The short squared shape attracted me to them and the necks were just icing on the cake.


----------



## Stardust (Jan 1, 2011)

Roaddog, Those are the icing on the cake []. I love them and love the way you photograph them. Enjoy : ) star ~


----------



## Road Dog (Jan 1, 2011)

Thanks Star


----------



## abcreview (Jan 5, 2011)

Lovely bottles those Rows.  The left earlier example is found in Australia in a huge range of colours, I saw a collection of them once that was simply outstanding.  They come in black glass, cobalt blue, green, yellow, amber and many shades in between.  There is a possibility that these were made at one of the early Australian glass works.


----------



## Road Dog (Jan 5, 2011)

Thanks Travis, Alot of the old sales info I've read is Australia too. Have to look for more colors now.[]


----------



## bblakke (Oct 14, 2013)

To Road Dog and Bostaurus - Hello, I live in New Zealand and was interested in your discussion on Rows Farmers Friend bottles.  I dug one up in the late '70s in my garden which was situated next to an old staging post.  I knew nothing about it until I read your posts and viewed your photographs - it was wonderful!  I kept hold of this bottle, which is green by the way, because I just loved its size and shape and had a feeling about it.  Can you give me any further information please, including a range of its possible value?  Many thanks.


----------



## ACLbottles (Oct 14, 2013)

Welcome to the forum!
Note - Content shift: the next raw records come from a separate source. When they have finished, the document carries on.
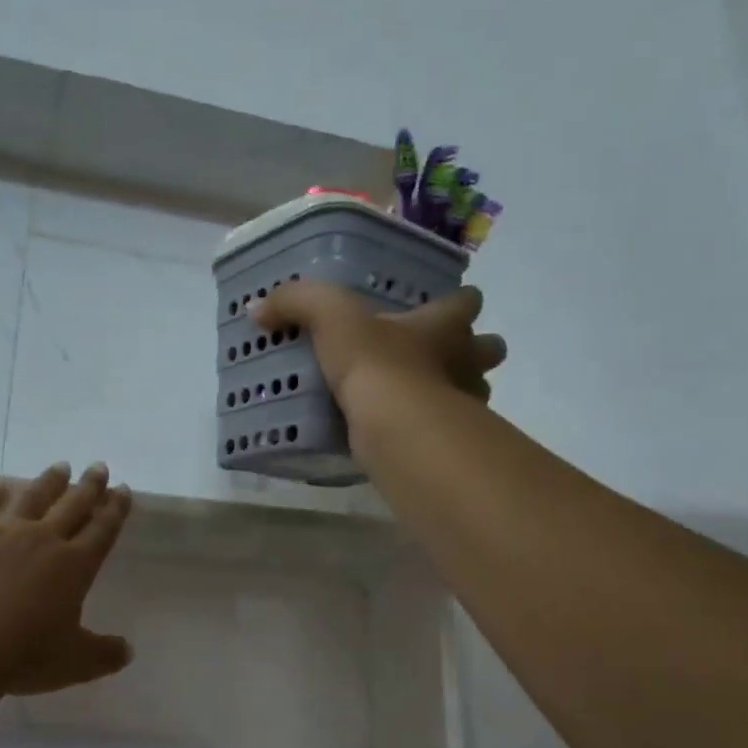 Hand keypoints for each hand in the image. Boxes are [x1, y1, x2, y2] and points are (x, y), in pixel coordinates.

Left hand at [0, 462, 133, 694]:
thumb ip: (105, 654)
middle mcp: (45, 540)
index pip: (103, 529)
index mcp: (76, 566)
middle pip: (73, 505)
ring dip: (49, 481)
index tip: (122, 488)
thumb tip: (128, 651)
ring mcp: (4, 533)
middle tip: (98, 466)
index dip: (115, 509)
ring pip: (33, 498)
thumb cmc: (25, 654)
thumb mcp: (75, 662)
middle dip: (89, 486)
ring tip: (60, 466)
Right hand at [250, 282, 506, 417]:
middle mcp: (466, 362)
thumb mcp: (331, 319)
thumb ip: (297, 304)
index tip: (442, 307)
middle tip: (439, 357)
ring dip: (455, 393)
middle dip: (473, 352)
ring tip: (419, 399)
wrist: (398, 429)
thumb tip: (259, 307)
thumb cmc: (377, 365)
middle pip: (489, 349)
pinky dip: (432, 432)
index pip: (466, 302)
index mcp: (444, 325)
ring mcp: (466, 406)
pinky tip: (404, 434)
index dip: (458, 302)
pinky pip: (449, 434)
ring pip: (476, 393)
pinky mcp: (451, 445)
Could you post a picture? I would like to see the green color.


----------



## kor (Oct 14, 2013)

Nice looking bottles!


----------



## Road Dog (Oct 14, 2013)

Melinda has these bottles now. Here is a 1880 ad from Australia. Rowe's seems to have be in the colonies around 20 years as of 1880.


----------



## Road Dog (Oct 14, 2013)

next


----------



## Road Dog (Oct 14, 2013)

next


----------



## bostaurus (Oct 15, 2013)

I have three of these now and love them.  Each is different.  They are great, crude bottles.


----------